Task details: Copy all entries without alteration and skip the pictures they hold.

Collected data entries:

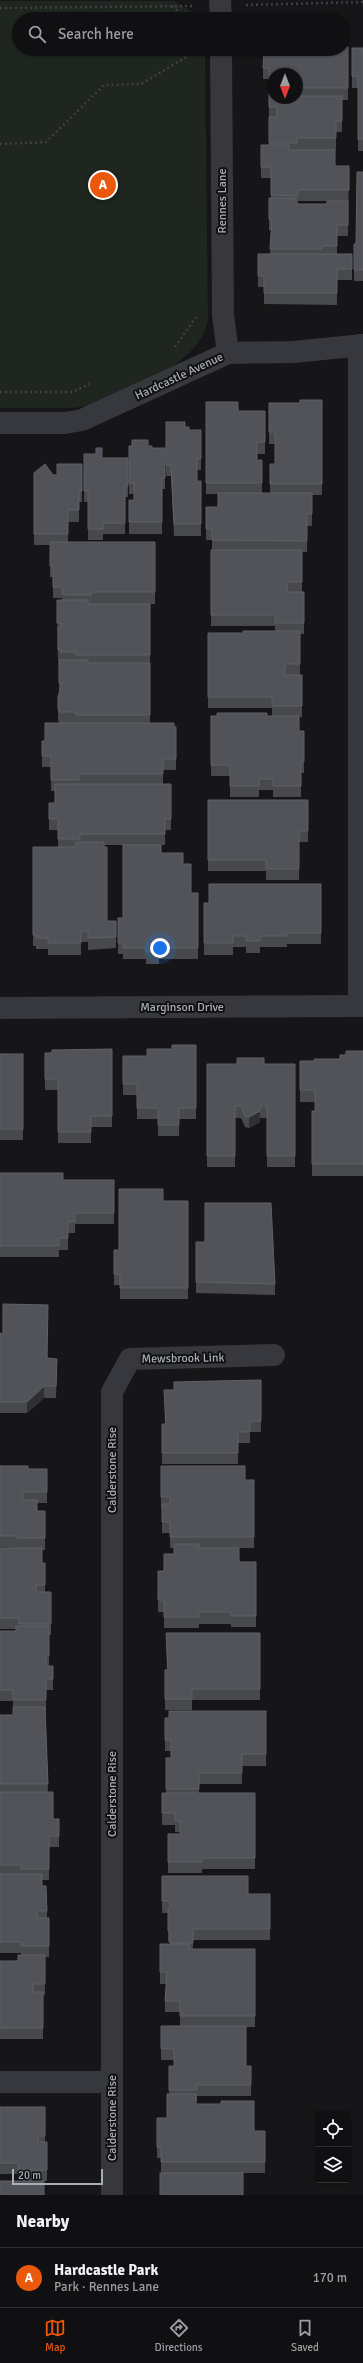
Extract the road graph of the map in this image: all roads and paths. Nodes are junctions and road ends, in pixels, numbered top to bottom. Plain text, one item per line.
1 (363, 2) edge
2 (172, 6) junction
3 (0, 8) edge
4 (221, 8) edge
5 (179, 12) edge
6 (188, 56) edge
7 (221, 56) edge
8 (0, 144) edge
9 (223, 315) junction
10 (361, 345) edge
11 (172, 350) dead end
12 (228, 353) junction
13 (92, 383) dead end
14 (0, 392) edge
15 (0, 423) edge
16 (361, 1006) edge
17 (0, 1008) edge
18 (274, 1355) dead end
19 (112, 1392) joint
20 (0, 2082) edge
21 (112, 2082) junction
22 (112, 2195) edge

1 - 4 path
2 - 3 path
2 - 4 path
2 - 5 path
6 - 8 path
7 - 9 street, Rennes Lane
9 - 11 path
9 - 12 street, Rennes Lane
10 - 12 street, Hardcastle Avenue
10 - 16 street
12 - 15 street, Hardcastle Avenue
13 - 14 path
16 - 17 street, Marginson Drive
18 - 19 street, Mewsbrook Link
19 - 21 street, Calderstone Rise
20 - 21 street
21 - 22 street, Calderstone Rise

Response box:
Extract the road graph of the map in this image: all roads and paths. Nodes are junctions and road ends, in pixels, numbered top to bottom. Plain text, one item per line.
1 (363, 2) edge
2 (172, 6) junction
3 (0, 8) edge
4 (221, 8) edge
5 (179, 12) edge
6 (188, 56) edge
7 (221, 56) edge
8 (0, 144) edge
9 (223, 315) junction
10 (361, 345) edge
11 (172, 350) dead end
12 (228, 353) junction
13 (92, 383) dead end
14 (0, 392) edge
15 (0, 423) edge
16 (361, 1006) edge
17 (0, 1008) edge
18 (274, 1355) dead end
19 (112, 1392) joint
20 (0, 2082) edge
21 (112, 2082) junction
22 (112, 2195) edge

1 - 4 path
2 - 3 path
2 - 4 path
2 - 5 path
6 - 8 path
7 - 9 street, Rennes Lane
9 - 11 path
9 - 12 street, Rennes Lane
10 - 12 street, Hardcastle Avenue
10 - 16 street
12 - 15 street, Hardcastle Avenue
13 - 14 path
16 - 17 street, Marginson Drive
18 - 19 street, Mewsbrook Link
19 - 21 street, Calderstone Rise
20 - 21 street
21 - 22 street, Calderstone Rise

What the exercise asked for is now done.